今月初旬から近所のプールに通い詰め。今日は一ヶ月振りに全国で一箇所も猛暑日に到達しない日だったそうで、入館して一時間経つと(午後5時)辺りに人の姿は殆ど見えなくなっていた。殆どというのがどの位かというと、俺以外には小学生の女の子が2人という有様である。ちなみにプールは東原公園水泳場という所で、大型の流れるプールから幼児用プール、25mプール。更に大きなウォータースライダーまであるという、市営プールとは思えないほどの規模である。そこにたった3人。というか、大人は俺一人。

何をそんなに熱心にプール通いをしているのかというと、ちょっと泳ぐのが上手くなりたいなぁというのが常々頭の片隅にあったのだが、これまでまとまった時間を水泳に割くチャンスが無かったのである。何せアウトドア、スポーツ、健康というのは、俺にとっては非常に優先順位の低い単語だったので、大体いつも他の事にかまけて夏を棒に振って来たのだが、今年は普段涼し目の青梅も全国的な猛暑のあおりを受けてしまったので、涼みがてら折からの課題を克服するべく、プールに通っているという訳である。

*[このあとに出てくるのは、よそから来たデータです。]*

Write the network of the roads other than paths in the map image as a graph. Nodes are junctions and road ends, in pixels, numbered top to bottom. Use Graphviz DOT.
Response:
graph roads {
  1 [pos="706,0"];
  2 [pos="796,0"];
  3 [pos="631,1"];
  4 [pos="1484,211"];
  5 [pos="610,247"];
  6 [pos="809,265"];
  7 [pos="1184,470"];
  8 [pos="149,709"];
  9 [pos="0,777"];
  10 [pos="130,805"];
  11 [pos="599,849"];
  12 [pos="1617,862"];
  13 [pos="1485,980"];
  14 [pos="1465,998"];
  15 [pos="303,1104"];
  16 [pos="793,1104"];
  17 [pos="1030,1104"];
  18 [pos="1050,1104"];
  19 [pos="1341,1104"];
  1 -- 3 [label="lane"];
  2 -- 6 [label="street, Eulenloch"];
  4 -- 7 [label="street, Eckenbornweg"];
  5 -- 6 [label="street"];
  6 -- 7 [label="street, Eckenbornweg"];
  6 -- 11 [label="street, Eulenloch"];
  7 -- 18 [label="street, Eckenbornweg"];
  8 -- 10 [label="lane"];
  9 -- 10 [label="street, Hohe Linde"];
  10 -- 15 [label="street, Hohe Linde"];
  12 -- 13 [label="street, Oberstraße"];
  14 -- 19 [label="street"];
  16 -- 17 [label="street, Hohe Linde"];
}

別に100mを1分で泳げるようになりたいとか考えている訳ではなく(そのタイムならオリンピックに出られる)常々思っていたのは「ずっと泳いでいられるようになりたいなぁ」という事である。泳げるには泳げるのだがあまり上手ではないので体力のロスが多く、おまけにその体力も元々ない為、100mも泳げばもう足を着かずにはいられない。これでは何かあった時にどうにか出来る気がしない。どんなに時間がかかっても目的の方向に2時間でも半日でも延々と泳ぎ続けられる事。これがささやかではあるが、まずクリアしておきたい課題なのである。

そういう訳でプールに入るとおもむろに体を伸ばし、極力筋肉に乳酸を溜めないようにゆっくりと水を掻き、頻繁に息継ぎをすると体力を消耗するが我慢し続けると肺が疲れるのでその辺りの匙加減に気を配りながら呼吸をして、それはもうびっくりするくらいの遅さで流れるプールや25mプールを周回していくのである。夕暮れ時を狙うのは水の中でプロレスをする男子小学生や、アホみたいに大きなサメや海老の浮き袋に行く手を阻まれて足を着かないようにする為の作戦である。

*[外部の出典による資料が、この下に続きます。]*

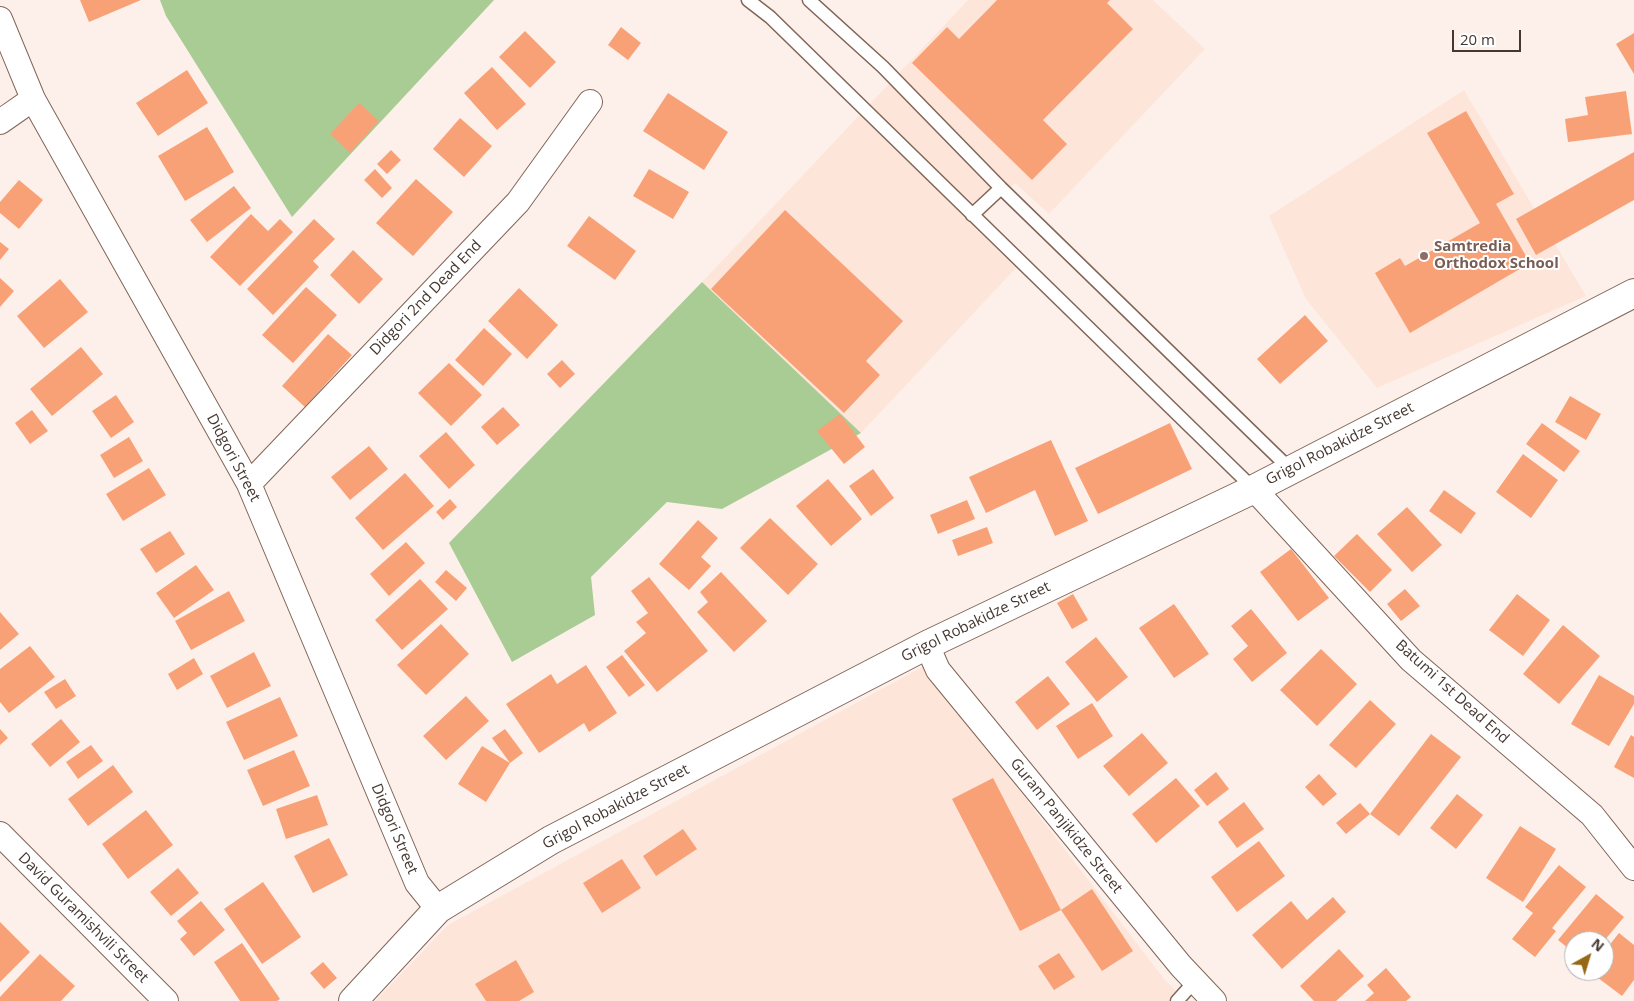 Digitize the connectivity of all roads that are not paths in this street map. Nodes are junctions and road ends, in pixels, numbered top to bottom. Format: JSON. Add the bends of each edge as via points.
{"nodes":[{"id":1,"x":748,"y":0,"type":"edge"},
{"id":2,"x":809,"y":0,"type":"edge"},
{"id":3,"x":0,"y":19,"type":"edge"},
{"id":4,"x":33,"y":99,"type":"junction"},
{"id":5,"x":590,"y":102,"type":"dead end"},
{"id":6,"x":0,"y":122,"type":"edge"},
{"id":7,"x":1001,"y":188,"type":"junction"},
{"id":8,"x":972,"y":215,"type":"junction"},
{"id":9,"x":1634,"y":293,"type":"edge"},
{"id":10,"x":1291,"y":470,"type":"junction"},
{"id":11,"x":249,"y":484,"type":"junction"},
{"id":12,"x":1254,"y":489,"type":"junction"},
{"id":13,"x":926,"y":646,"type":"junction"},
{"id":14,"x":0,"y":834,"type":"edge"},
{"id":15,"x":1634,"y":868,"type":"edge"},
{"id":16,"x":438,"y":909,"type":"junction"},
{"id":17,"x":1195,"y":981,"type":"junction"},
{"id":18,"x":166,"y":1001,"type":"edge"},
{"id":19,"x":353,"y":1001,"type":"edge"},
{"id":20,"x":1177,"y":1001,"type":"edge"},
{"id":21,"x":1214,"y":1001,"type":"edge"}],
"edges":[{"from":1,"to":8,"type":"lane","via":[[770,17]]},
{"from":2,"to":7,"type":"lane","via":[[883,67]]},
{"from":3,"to":4,"type":"street","name":"Didgori Street"},
{"from":4,"to":6,"type":"street"},
{"from":4,"to":11,"type":"street","name":"Didgori Street"},
{"from":5,"to":11,"type":"street","name":"Didgori 2nd Dead End","via":[[518,202]]},
{"from":7,"to":8,"type":"lane"},
{"from":7,"to":10,"type":"lane"},
{"from":8,"to":12,"type":"lane"},
{"from":9,"to":10,"type":"street","name":"Grigol Robakidze Street"},
{"from":10,"to":12,"type":"street","name":"Grigol Robakidze Street"},
{"from":11,"to":16,"type":"street","name":"Didgori Street","via":[[417,883]]},
{"from":12,"to":13,"type":"street","name":"Grigol Robakidze Street"},
{"from":12,"to":15,"type":"street","name":"Batumi 1st Dead End","via":[[1411,660],[1592,814]]},
{"from":13,"to":16,"type":"street","name":"Grigol Robakidze Street","via":[[551,840]]},
{"from":13,"to":17,"type":"street","name":"Guram Panjikidze Street","via":[[938,670]]},
{"from":14,"to":18,"type":"street","name":"David Guramishvili Street"},
{"from":16,"to":19,"type":"street","name":"Grigol Robakidze Street"},
{"from":17,"to":20,"type":"lane"},
{"from":17,"to":21,"type":"street","name":"Guram Panjikidze Street"}]}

そういう事を延々続けていると、水泳というのは高度な経済活動と似ているなぁと思う。吸い込む空気が収入で、肺の中にある空気が資産、吐き出す空気や筋力にまわすエネルギーは支出である。肺の中の空気を消費し、場合によってはある程度使わずに吐き出してからでないと、新しい空気を上手く入れられなかったり、がむしゃらに生産性を上げてもどこかでメンテナンスの時間を取らないと筋肉に負担がかかってきて、少し収入を減らしてでも身体を休めてやらなければいずれ破綻したり。泳ぎ続けるという事はダメージコントロールであり、サイクルを破綻させない為の、ある種撤退戦である。

今日は様々な好条件に恵まれ、初めて50分間泳ぎ続ける事に成功したのだが(1時間に10分の休憩が入る為50分以上は泳げない)、それよりも俺は自分の精神力を褒めてやりたいところである。なにせプールの内外周に配置された(おそらく泳ぎの達者な)6〜7人の監視員全員が、俺だけを注視する中、50分間とてつもなくスローに泳ぎ切ったのである。時々動かなくなって流れる水に身を任せ、またしばらくすると嫌がらせの様にゆっくりゆっくり目の前を通過する俺を、彼らは何周も何周も延々と見つめ続けなければならなかった。どちらが被害者かは分からないが、これは歴史に残るSMプレイと言って良いのではないだろうか。コバルト文庫から出版するならタイトルは「監視員様がみてる」で決定であろう。

このプールも9月2日には営業を終えてしまうが、目標に少しでも近付いてこの夏を終える為に、監視員の皆様には申し訳ないが、もうしばらく付き合って頂こうと思う。